## Extracted information
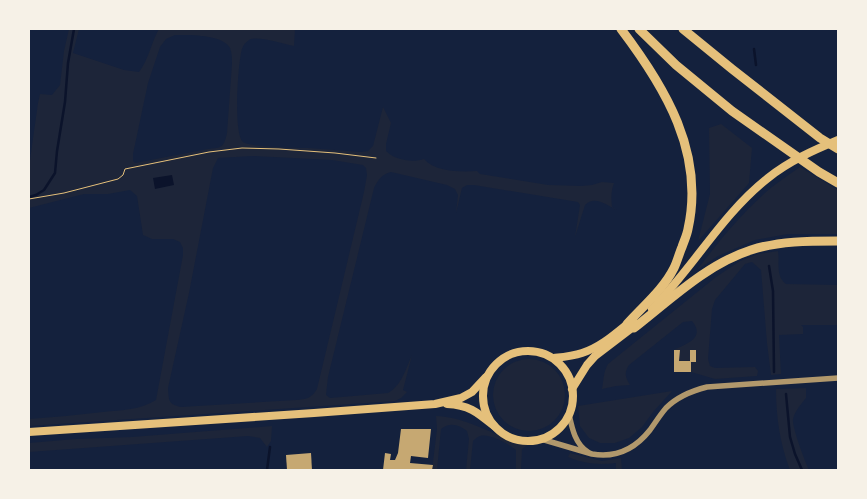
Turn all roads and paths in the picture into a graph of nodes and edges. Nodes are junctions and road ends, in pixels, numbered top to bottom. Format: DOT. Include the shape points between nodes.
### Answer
graph roads {
  1 [pos="621,29"];
  2 [pos="639,29"];
  3 [pos="683,29"];
  4 [pos="838,140"];
  5 [pos="838,148"];
  6 [pos="376,158"];
  7 [pos="838,183"];
  8 [pos="29,199"];
  9 [pos="838,241"];
  10 [pos="631,326"];
  11 [pos="554,358"];
  12 [pos="486,378"];
  13 [pos="838,378"];
  14 [pos="572,389"];
  15 [pos="435,404"];
  16 [pos="569,414"];
  17 [pos="494,426"];
  18 [pos="29,432"];
  19 [pos="540,439"];
  20 [pos="592,454"];
  1 -- 10 [label="highway" via="662,88 673,110 689,160 692,184 688,229 674,268"];
  2 -- 7 [label="highway" via="676,65 732,111"];
  3 -- 5 [label="highway" via="820,138"];
  4 -- 10 [label="main road" via="783,167 755,189 707,242 667,294"];
  6 -- 8 [label="path" via="242,148 125,169 118,179"];
  9 -- 10 [label="highway" via="778,244 750,250 712,268"];
  10 -- 11 [label="main road" via="592,349"];
  10 -- 14 [label="main road" via="587,364"];
  11 -- 12 [label="main road" via="534,352 511,354 492,368"];
  11 -- 14 [label="main road"];
  12 -- 15 [label="main road" via="461,398"];
  12 -- 17 [label="main road" via="482,398"];
  13 -- 20 [label="street" via="698,389 673,402 635,446 609,455"];
  14 -- 16 [label="main road"];
  15 -- 17 [label="main road" via="460,405 475,411"];
  15 -- 18 [label="main road"];
  16 -- 19 [label="main road" via="552,434"];
  16 -- 20 [label="street" via="577,440"];
  17 -- 19 [label="main road" via="515,439"];
  19 -- 20 [label="street"];
}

## Work to complete
Go through the material above and state how many lines hold the word "roads". Give only the number.

## Solution
2